É sabido que as instituições bancárias, conforme a linha de crédito concedido, fixam uma forma de remuneração de capital emprestado, e impõem determinadas condições, inclusive com a capitalização mensal e até diária, mesmo sabendo das disposições proibitivas do Decreto n 22.626/33 (art. 4º), a denominada Lei de Usura. Até quem não admite a auto-aplicabilidade do artigo 192, § 3º, da CF/88 vê na infringência à lei infraconstitucional uma desobediência praticada unilateralmente pelas instituições bancárias.

Estas instituições, pelo que se constata, insistem em dar interpretação à Lei n. 4.595/64, em seus incs.
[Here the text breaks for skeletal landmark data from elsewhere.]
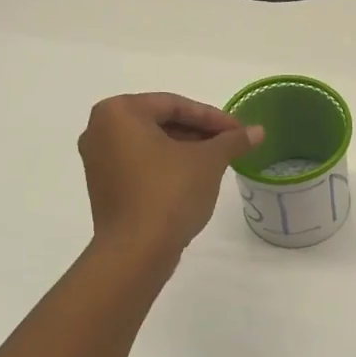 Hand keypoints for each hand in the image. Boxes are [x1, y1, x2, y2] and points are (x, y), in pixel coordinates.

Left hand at [78, 94, 262, 257]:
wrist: (136, 251)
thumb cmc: (169, 193)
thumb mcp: (208, 162)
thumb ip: (232, 140)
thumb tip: (258, 131)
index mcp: (118, 112)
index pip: (174, 105)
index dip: (213, 117)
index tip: (239, 131)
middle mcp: (99, 130)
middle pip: (160, 122)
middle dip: (198, 133)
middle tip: (230, 145)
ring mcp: (97, 161)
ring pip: (150, 145)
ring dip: (184, 149)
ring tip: (217, 162)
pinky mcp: (103, 187)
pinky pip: (139, 165)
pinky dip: (166, 166)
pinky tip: (193, 178) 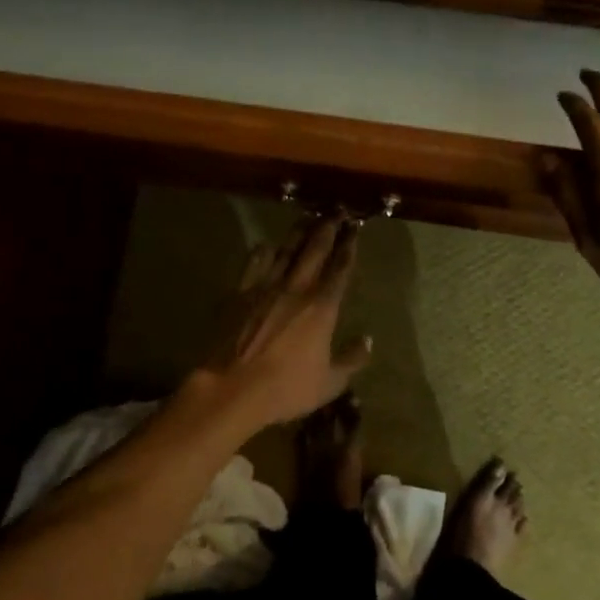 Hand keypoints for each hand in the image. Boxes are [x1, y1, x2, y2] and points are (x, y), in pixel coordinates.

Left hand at [192, 213, 371, 428]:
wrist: (232, 388)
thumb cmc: (285, 388)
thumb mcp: (329, 383)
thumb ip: (351, 360)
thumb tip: (367, 341)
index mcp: (322, 307)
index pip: (340, 269)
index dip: (349, 247)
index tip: (355, 229)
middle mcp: (297, 289)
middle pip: (314, 250)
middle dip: (327, 229)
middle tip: (335, 212)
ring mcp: (265, 287)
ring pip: (286, 251)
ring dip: (298, 233)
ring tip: (307, 219)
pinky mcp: (240, 293)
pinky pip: (254, 264)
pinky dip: (263, 252)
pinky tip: (266, 245) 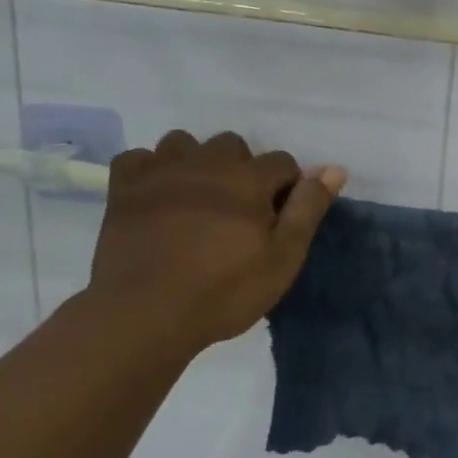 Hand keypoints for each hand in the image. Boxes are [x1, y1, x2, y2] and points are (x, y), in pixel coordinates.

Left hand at [85, 130, 346, 357]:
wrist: (146, 315)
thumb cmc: (224, 291)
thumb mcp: (283, 258)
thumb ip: (308, 208)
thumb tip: (334, 169)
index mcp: (248, 179)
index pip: (282, 162)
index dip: (287, 187)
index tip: (278, 217)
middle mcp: (206, 163)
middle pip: (232, 144)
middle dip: (242, 168)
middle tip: (238, 210)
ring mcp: (160, 173)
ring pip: (184, 143)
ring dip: (195, 162)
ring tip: (196, 198)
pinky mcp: (124, 189)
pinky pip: (137, 158)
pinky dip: (149, 170)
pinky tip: (156, 194) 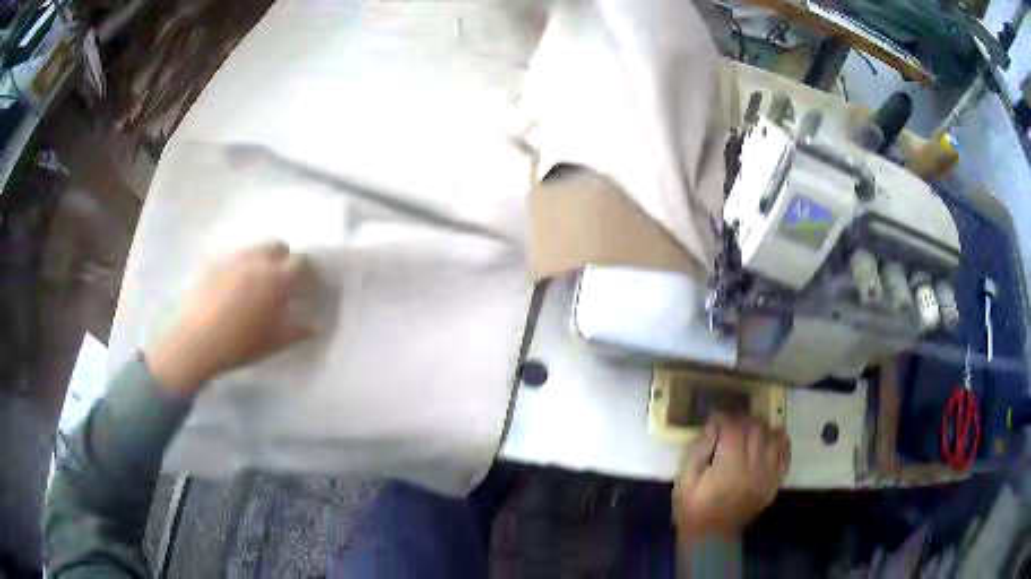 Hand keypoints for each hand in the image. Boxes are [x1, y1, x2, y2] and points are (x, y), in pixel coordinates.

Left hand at [145, 241, 314, 394]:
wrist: (194, 341)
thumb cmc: (238, 344)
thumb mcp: (273, 343)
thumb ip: (297, 330)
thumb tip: (317, 325)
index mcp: (276, 279)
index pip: (302, 263)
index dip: (308, 274)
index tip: (308, 289)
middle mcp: (256, 261)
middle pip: (278, 246)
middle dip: (285, 260)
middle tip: (282, 284)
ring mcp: (233, 259)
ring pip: (255, 249)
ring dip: (262, 261)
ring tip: (256, 286)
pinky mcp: (213, 263)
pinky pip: (234, 258)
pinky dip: (241, 267)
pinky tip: (233, 289)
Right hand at [672, 416, 789, 542]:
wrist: (710, 538)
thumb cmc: (693, 509)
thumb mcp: (684, 481)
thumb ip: (697, 450)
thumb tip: (712, 425)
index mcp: (729, 465)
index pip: (733, 428)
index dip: (723, 419)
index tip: (713, 419)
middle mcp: (754, 466)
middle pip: (755, 429)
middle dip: (742, 420)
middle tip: (730, 424)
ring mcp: (768, 474)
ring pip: (772, 437)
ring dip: (762, 428)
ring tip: (749, 430)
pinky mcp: (774, 482)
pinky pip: (785, 455)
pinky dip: (781, 442)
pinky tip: (772, 437)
IV, IX e XVII, só para exemplificar, assim relativamente à Súmula n 596 do STF, num sentido em que se colocam como emprestadoras de dinheiro, estariam fora da incidência da chamada Lei de Usura, dizendo e afirmando que as normas desse Decreto se encontram revogadas e, em conseqüência, liberadas para praticar taxas de juros.

Desconhecem também que existe uma nova Constituição, desde 1988, estabelecendo princípios, limitando juros e determinando a competência exclusiva em matéria financeira, inclusive no que concerne às próprias instituições bancárias e suas operações.
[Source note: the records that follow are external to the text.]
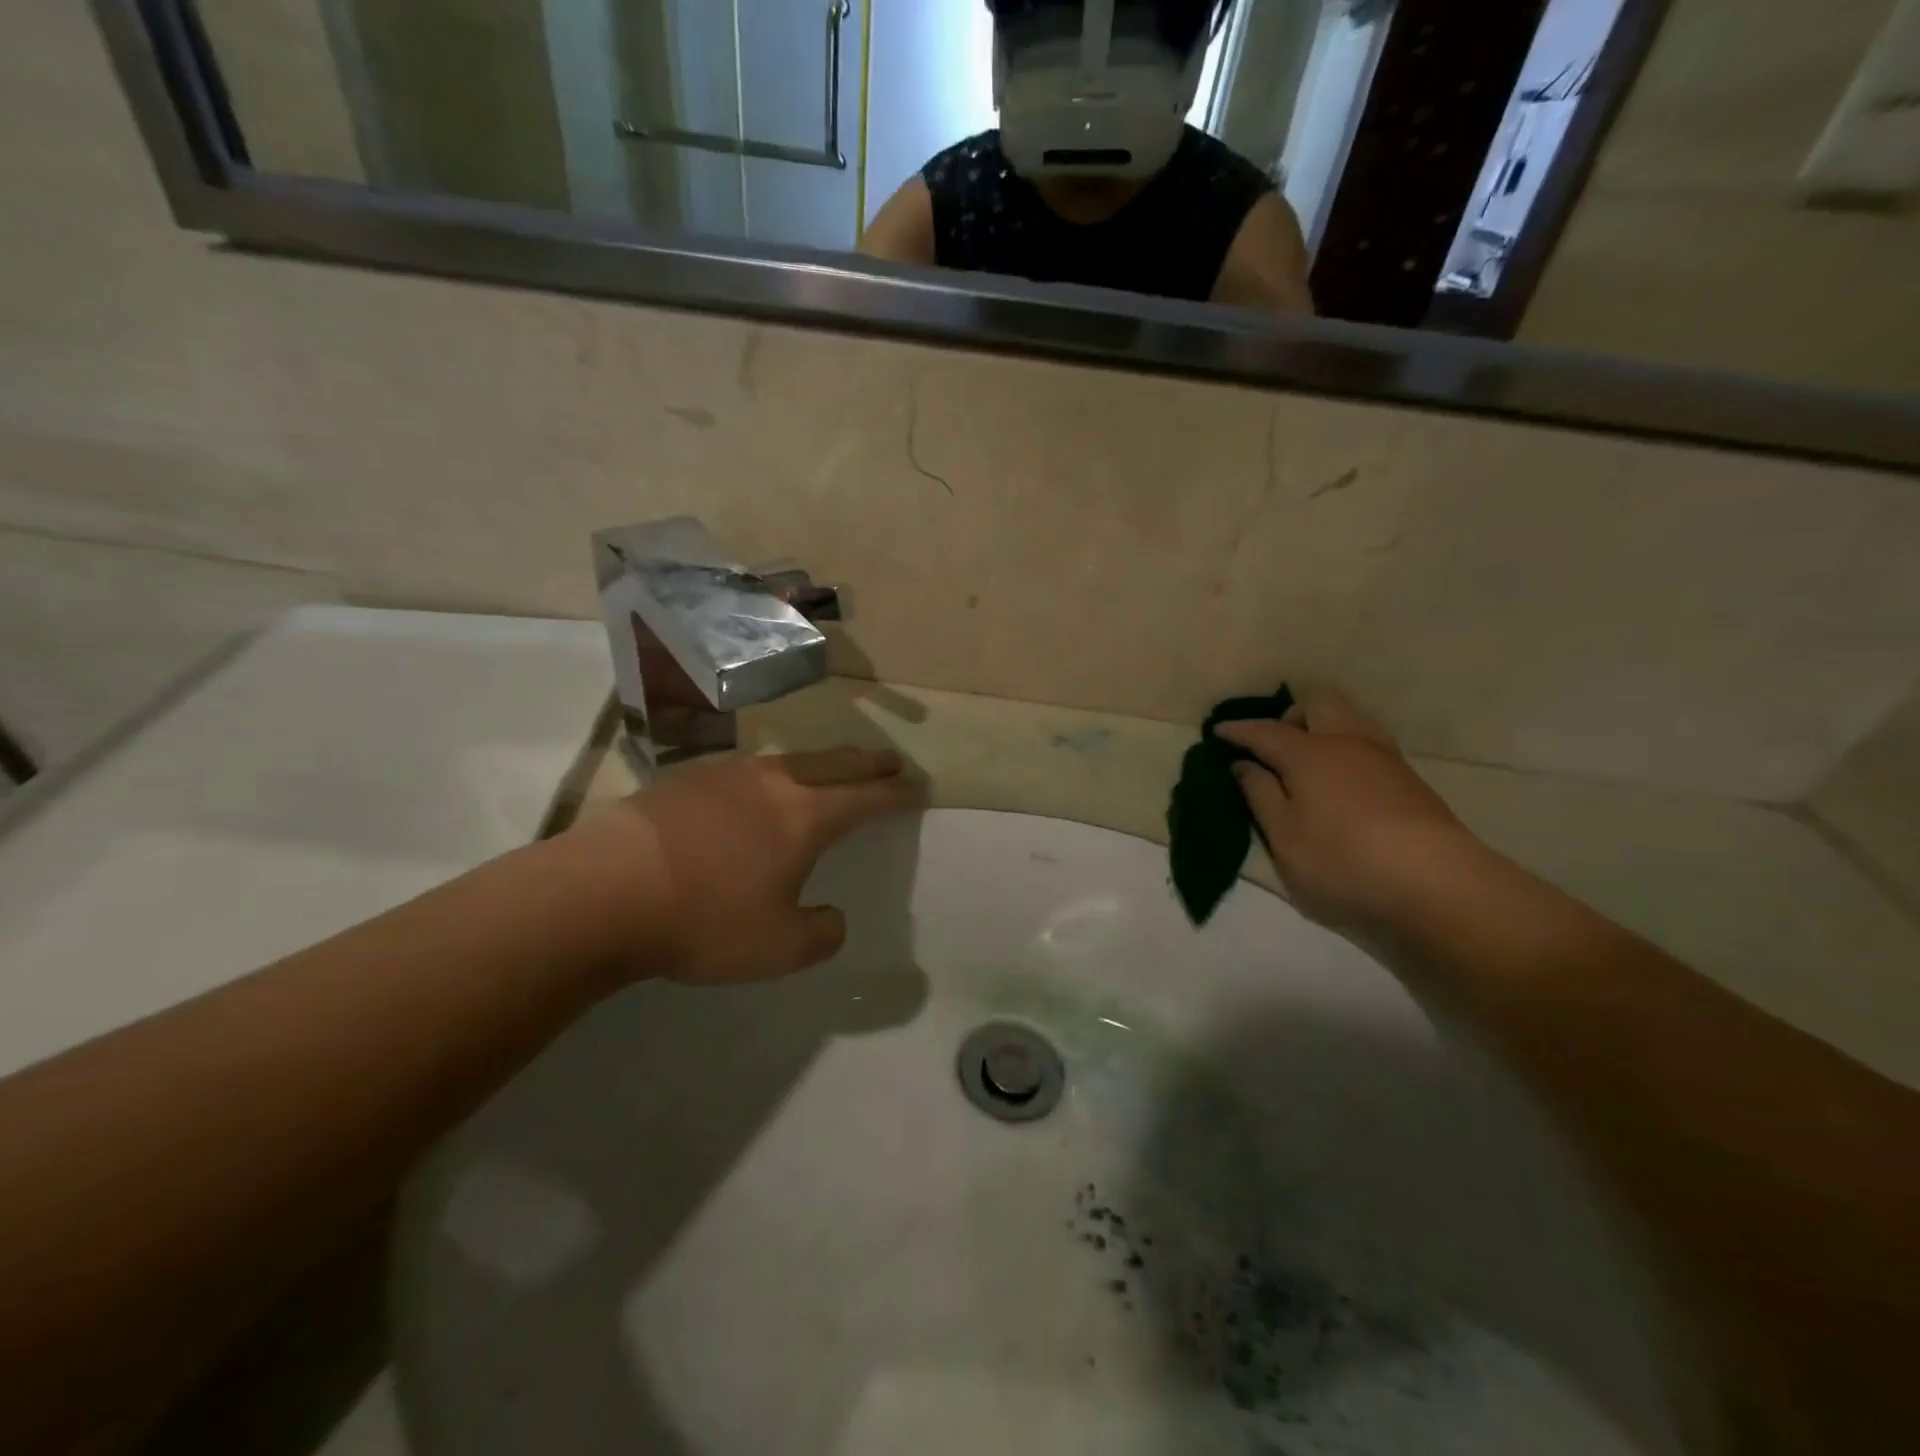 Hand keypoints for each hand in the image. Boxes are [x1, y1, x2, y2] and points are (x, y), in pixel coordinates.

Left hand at [566, 748, 922, 985]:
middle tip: (892, 760)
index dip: (896, 794)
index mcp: (806, 816)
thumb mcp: (779, 948)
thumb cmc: (704, 919)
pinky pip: (745, 770)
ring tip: (829, 769)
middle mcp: (773, 783)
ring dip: (820, 762)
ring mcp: (727, 774)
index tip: (918, 787)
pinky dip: (770, 775)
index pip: (866, 799)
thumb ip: (821, 934)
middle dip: (868, 763)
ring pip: (789, 760)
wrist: (604, 891)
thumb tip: (833, 917)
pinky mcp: (686, 779)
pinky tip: (756, 788)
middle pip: (834, 763)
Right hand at [1217, 691, 1477, 929]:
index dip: (1238, 730)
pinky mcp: (1409, 779)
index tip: (1217, 732)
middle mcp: (1347, 742)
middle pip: (1318, 703)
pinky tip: (1340, 782)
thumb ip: (1259, 795)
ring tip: (1306, 762)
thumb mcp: (1283, 836)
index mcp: (1309, 753)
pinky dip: (1344, 748)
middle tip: (1273, 745)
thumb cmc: (1343, 861)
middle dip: (1290, 715)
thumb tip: (1243, 765)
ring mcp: (1384, 758)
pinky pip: (1367, 743)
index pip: (1264, 731)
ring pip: (1349, 719)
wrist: (1437, 885)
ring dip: (1322, 728)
As instituições bancárias insistem em dar interpretação na referida Lei n.º 4.595/64 e afirmam-se na Súmula n 596 do STF, no sentido de que estariam fora da incidência da chamada Lei de Usura e totalmente livres para estabelecer taxas de juros nas operações de empréstimo bancário.

É lógico que uma fundamentação calcada sobre atos de delegação, portarias, comunicações, atos normativos oriundos do CMN, através do BACEN, de uma lei ou súmula que excluem alguns e privilegiam outros, não pode afastar uma orientação legal que não foi revogada, ofendendo a Constituição que estabelece uma limitação de juros que se constitui numa prática dentro da história do Direito brasileiro.

Não bastasse esta linha de raciocínio, há ainda uma outra que visa a proteger o consumidor quando há flagrante situação de excessiva onerosidade no contrato, onde a ilegalidade se faz presente, e se constatam cláusulas ilícitas e abusivas, desequilibrando as partes e com isso causando indiscutível desigualdade e tornando impossível o cumprimento de uma exigência, exatamente porque ultrapassa os limites do razoável, e por mais que a parte financiada efetive pagamentos, faça consignação daquilo que entenda certo e justo, jamais conseguirá cumprir uma obrigação que lhe é exigida.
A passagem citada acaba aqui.